### TASK DETAILS
A single figure is the whole answer: the number of lines in the entries that contain "roads".

:: RECORD EXCERPTS

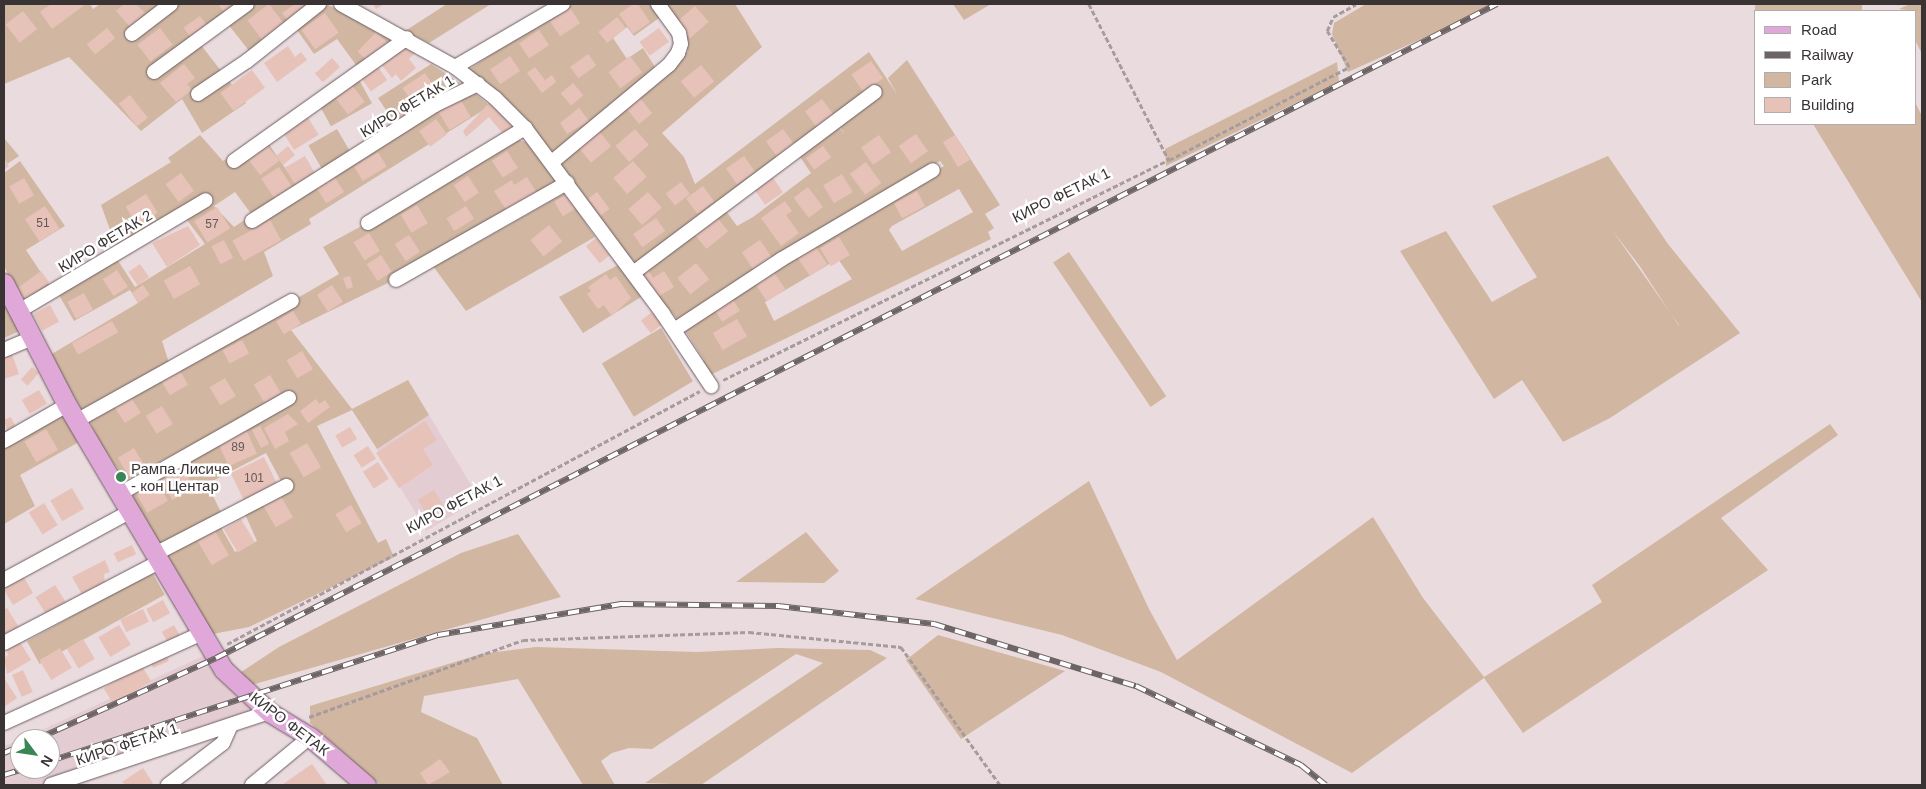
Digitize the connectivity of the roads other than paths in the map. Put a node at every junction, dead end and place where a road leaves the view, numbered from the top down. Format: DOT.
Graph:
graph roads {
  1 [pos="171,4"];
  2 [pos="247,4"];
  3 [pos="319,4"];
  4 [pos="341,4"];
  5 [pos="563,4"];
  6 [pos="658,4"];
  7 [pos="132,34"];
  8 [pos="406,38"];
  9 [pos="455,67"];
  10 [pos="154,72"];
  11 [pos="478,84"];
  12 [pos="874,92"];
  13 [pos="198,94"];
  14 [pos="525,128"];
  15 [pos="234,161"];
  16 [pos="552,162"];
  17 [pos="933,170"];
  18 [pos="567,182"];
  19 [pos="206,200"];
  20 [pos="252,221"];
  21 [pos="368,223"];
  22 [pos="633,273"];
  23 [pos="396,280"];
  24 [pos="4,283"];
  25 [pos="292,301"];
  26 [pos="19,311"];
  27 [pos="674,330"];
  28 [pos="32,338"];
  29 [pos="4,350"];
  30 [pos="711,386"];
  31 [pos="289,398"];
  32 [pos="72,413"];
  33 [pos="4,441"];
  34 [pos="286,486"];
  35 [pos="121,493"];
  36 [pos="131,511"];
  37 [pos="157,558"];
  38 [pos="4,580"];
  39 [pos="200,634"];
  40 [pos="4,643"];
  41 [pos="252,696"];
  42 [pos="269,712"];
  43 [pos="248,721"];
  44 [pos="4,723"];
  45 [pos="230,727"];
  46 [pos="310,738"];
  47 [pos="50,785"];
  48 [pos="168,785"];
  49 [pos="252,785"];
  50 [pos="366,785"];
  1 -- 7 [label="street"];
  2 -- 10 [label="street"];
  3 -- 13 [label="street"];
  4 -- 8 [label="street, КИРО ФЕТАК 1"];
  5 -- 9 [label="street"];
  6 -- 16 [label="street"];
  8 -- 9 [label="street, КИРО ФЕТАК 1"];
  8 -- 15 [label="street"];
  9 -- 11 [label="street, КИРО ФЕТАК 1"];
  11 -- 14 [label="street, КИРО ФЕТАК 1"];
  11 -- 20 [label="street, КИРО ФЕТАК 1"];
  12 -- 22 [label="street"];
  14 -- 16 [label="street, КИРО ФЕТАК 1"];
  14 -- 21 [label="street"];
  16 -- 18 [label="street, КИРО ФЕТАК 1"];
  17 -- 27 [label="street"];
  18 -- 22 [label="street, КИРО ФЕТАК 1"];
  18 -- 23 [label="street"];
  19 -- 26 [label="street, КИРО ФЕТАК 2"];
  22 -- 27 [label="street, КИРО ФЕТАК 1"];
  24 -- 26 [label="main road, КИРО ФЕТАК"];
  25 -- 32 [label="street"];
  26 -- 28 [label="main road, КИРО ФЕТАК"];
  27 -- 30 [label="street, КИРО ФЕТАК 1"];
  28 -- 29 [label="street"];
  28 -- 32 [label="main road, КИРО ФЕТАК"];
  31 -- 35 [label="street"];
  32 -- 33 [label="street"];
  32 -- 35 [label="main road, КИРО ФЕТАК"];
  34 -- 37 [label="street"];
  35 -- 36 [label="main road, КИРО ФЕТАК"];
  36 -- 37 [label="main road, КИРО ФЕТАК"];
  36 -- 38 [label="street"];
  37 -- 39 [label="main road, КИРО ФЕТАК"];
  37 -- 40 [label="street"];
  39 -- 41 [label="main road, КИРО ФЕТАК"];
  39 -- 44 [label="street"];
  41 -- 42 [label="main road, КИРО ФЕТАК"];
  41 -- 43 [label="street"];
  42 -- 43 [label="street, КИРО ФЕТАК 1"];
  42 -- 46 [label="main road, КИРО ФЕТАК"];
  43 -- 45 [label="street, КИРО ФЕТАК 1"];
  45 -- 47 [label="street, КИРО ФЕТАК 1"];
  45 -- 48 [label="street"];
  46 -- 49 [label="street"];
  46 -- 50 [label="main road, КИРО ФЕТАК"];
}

::::

### RESULT
2